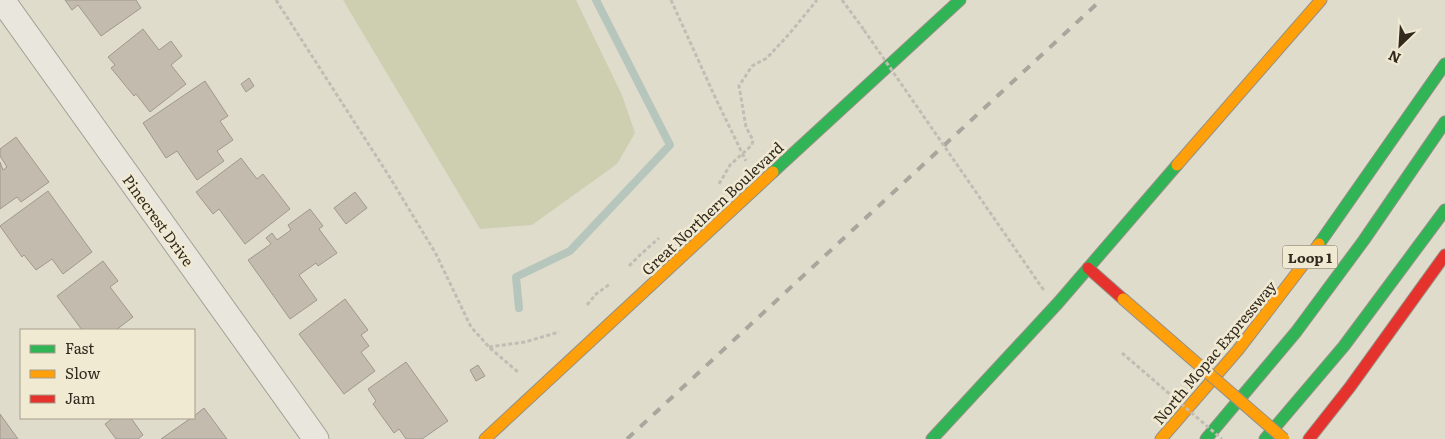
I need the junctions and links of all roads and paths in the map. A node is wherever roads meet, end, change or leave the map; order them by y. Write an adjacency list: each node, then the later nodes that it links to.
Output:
1 (2, 0): 18 (street, Pinecrest Drive)
2 (276, 0): 15 (path)
3 (817, 0): 7 (path)
4 (842, 0): 13 (path, bridge)
5 (960, 0): 17 (main road, Great Northern Boulevard)
6 (1321, 0): 12 (main road)
7 (671, 1)
8 (1445, 64): 21 (main road, North Mopac Expressway / Loop 1)
9 (1445, 122): 22 (main road)
10 (1445, 210): 24 (main road)
11 (1445, 254): 26 (main road)
12 (1088, 268): 20 (main road); 25 (main road, bridge)
13 (1045, 292)
14 (562, 332): 15 (path)
15 (488, 347): 17 (path)
16 (1122, 353): 23 (path, bridge)
17 (539, 389): 19 (main road, Great Northern Boulevard)
18 (316, 439)
19 (485, 439)
20 (932, 439)
21 (1161, 439)
22 (1206, 439)
23 (1222, 439)
24 (1265, 439)
25 (1284, 439)
26 (1309, 439)

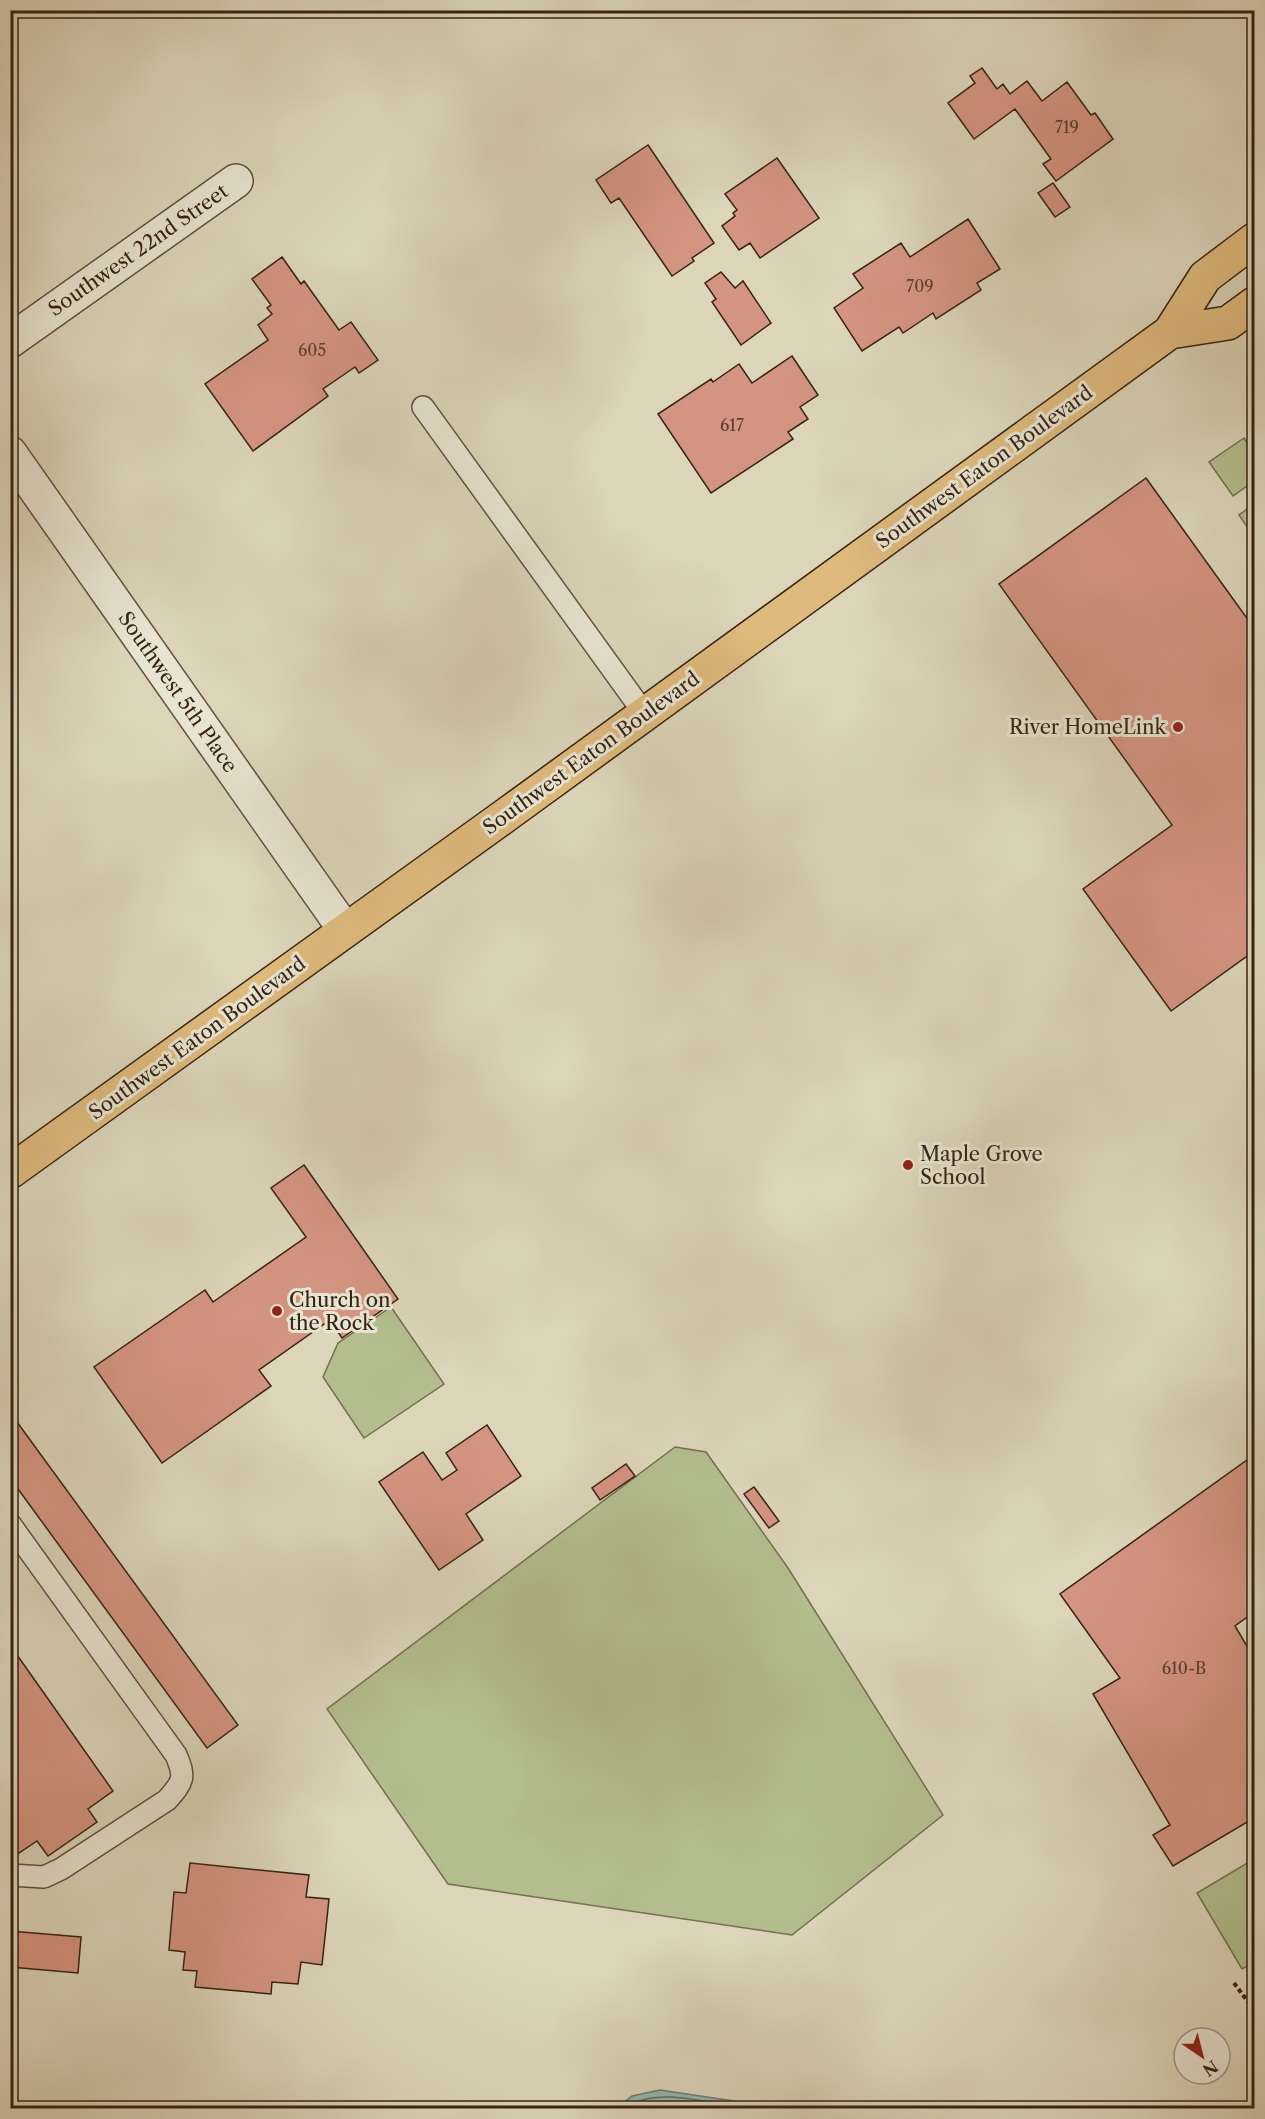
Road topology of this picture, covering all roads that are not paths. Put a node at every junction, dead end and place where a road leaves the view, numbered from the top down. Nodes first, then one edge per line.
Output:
1 (236, 181) dead end
2 (1254, 240) edge
3 (1254, 304) edge
4 (1170, 332) junction
5 (10, 341) edge
6 (423, 407) dead end
7 (10, 453) edge
8 (644, 713) junction
9 (345, 930) junction
10 (10, 1172) edge
11 (10, 1524) edge
12 (10, 1875) edge

1 - 5 street, Southwest 22nd Street
2 - 4 main road, Southwest Eaton Boulevard
3 - 4 main road, Southwest Eaton Boulevard
4 - 8 main road, Southwest Eaton Boulevard
6 - 8 lane
7 - 9 street, Southwest 5th Place
8 - 9 main road, Southwest Eaton Boulevard
9 - 10 main road, Southwest Eaton Boulevard
11 - 12 lane

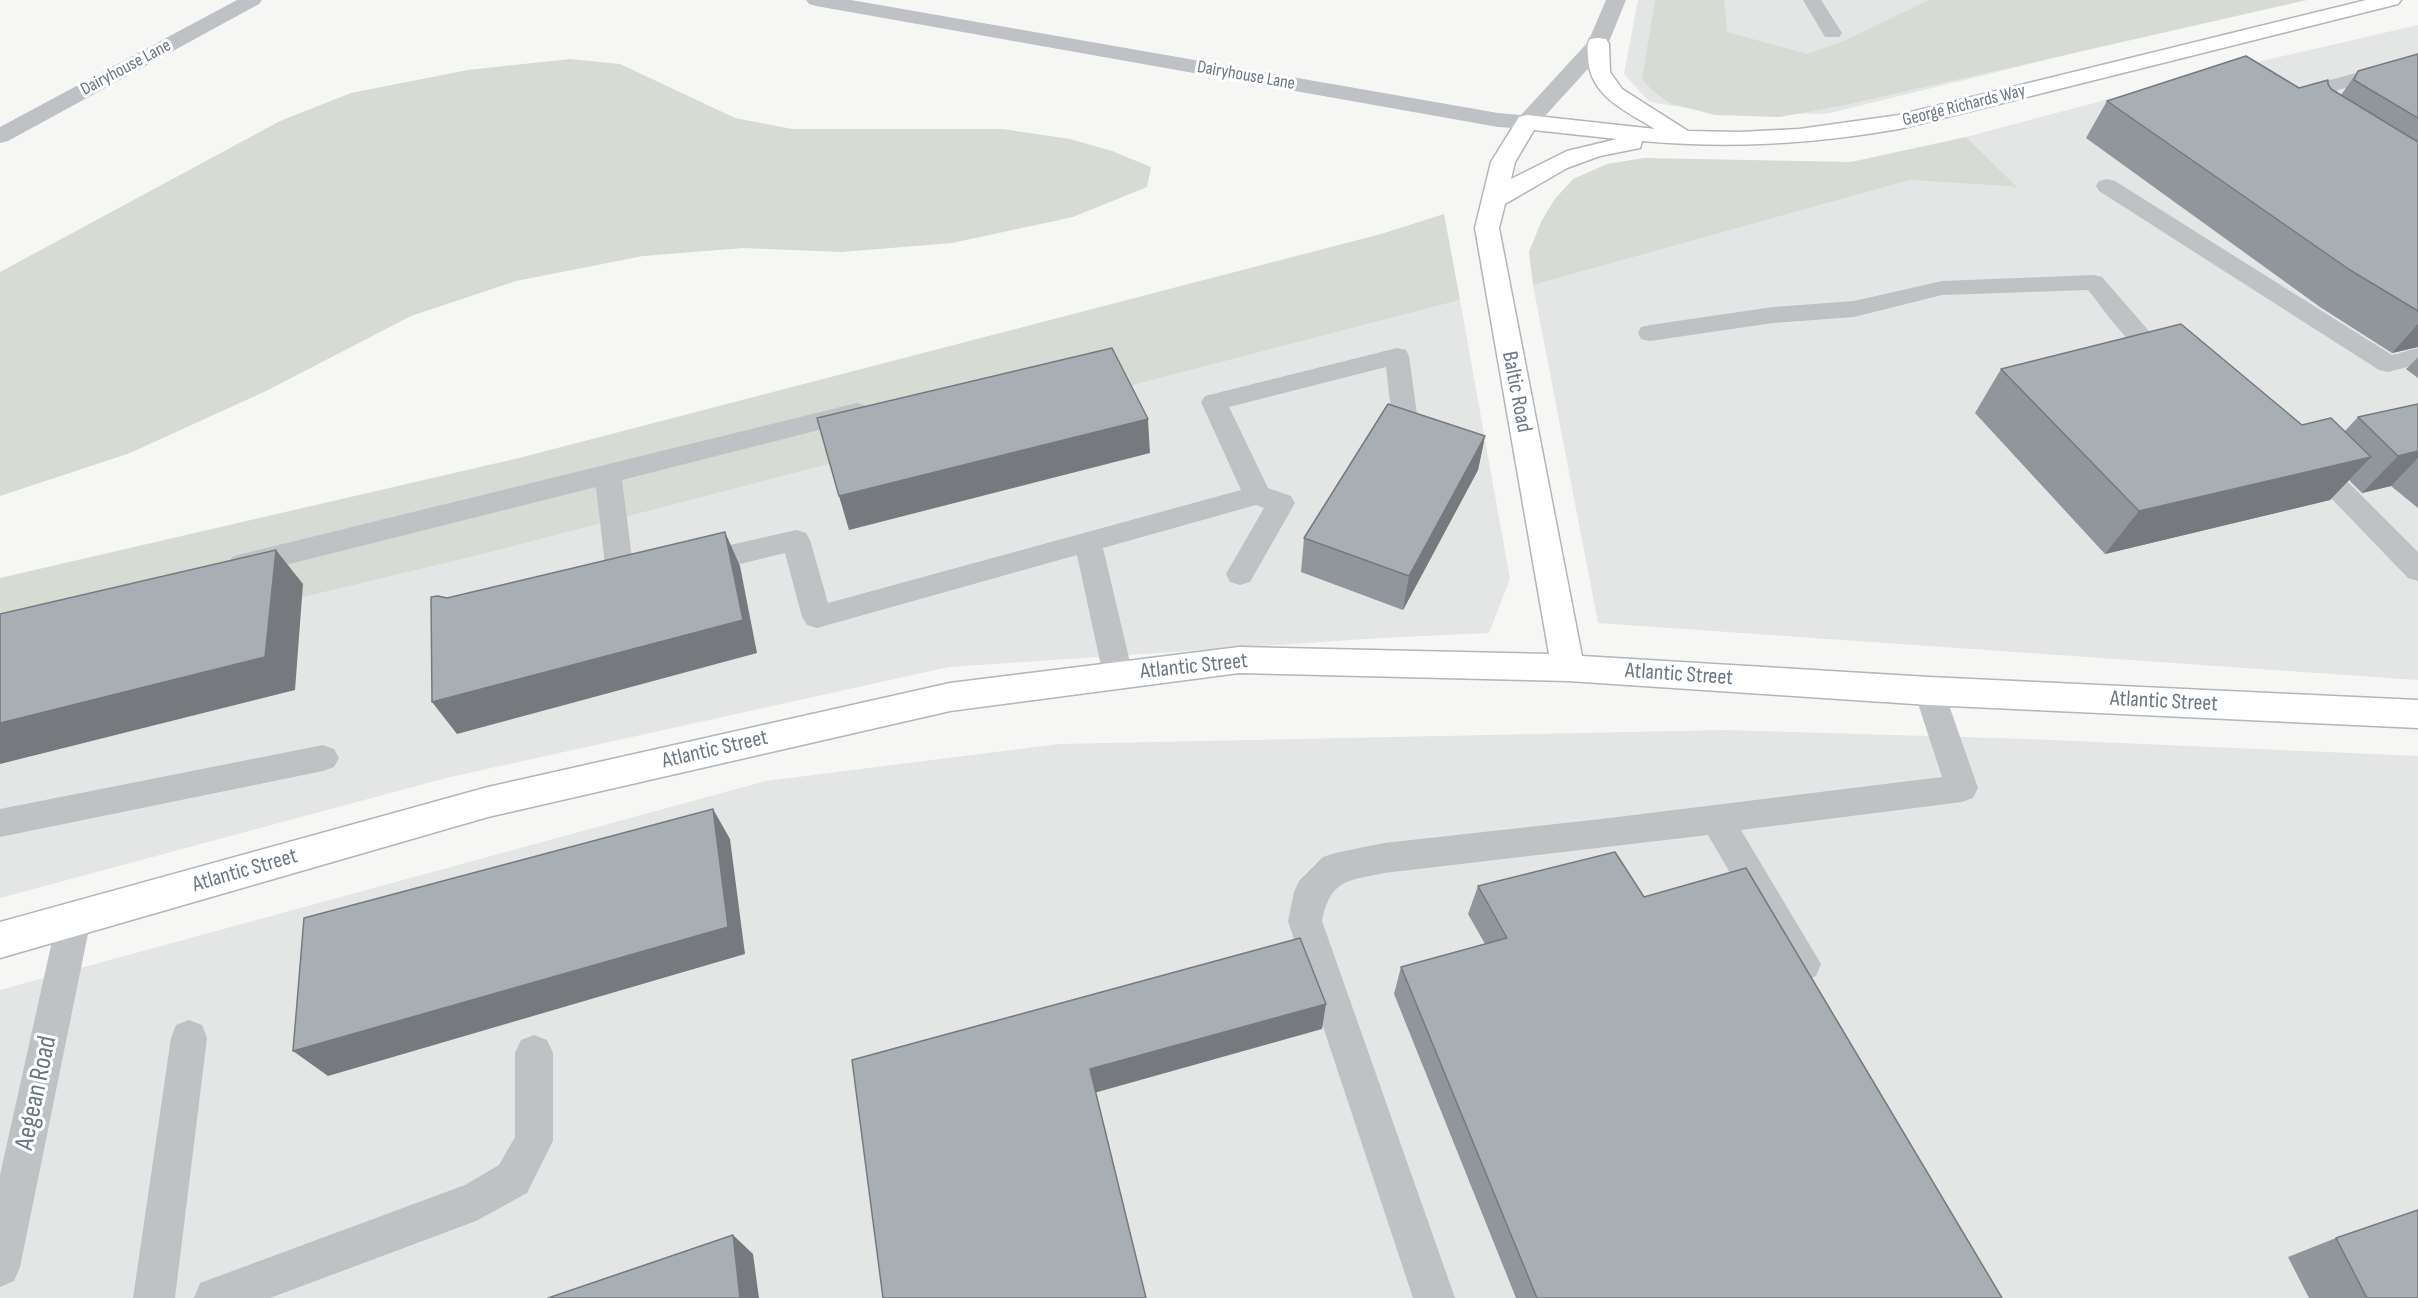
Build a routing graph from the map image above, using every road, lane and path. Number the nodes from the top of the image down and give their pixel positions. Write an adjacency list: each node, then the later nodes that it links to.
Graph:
◇ ◇ ◇ ◇
§ **TASK STATEMENT**
Please repeat, exactly and only, the lines from the one containing "Build a routing" through the last line of the records, both included.

§ **EXPECTED ANSWER**
Build a routing graph from the map image above, using every road, lane and path. Number the nodes from the top of the image down and give their pixel positions. Write an adjacency list: each node, then the later nodes that it links to.
Graph:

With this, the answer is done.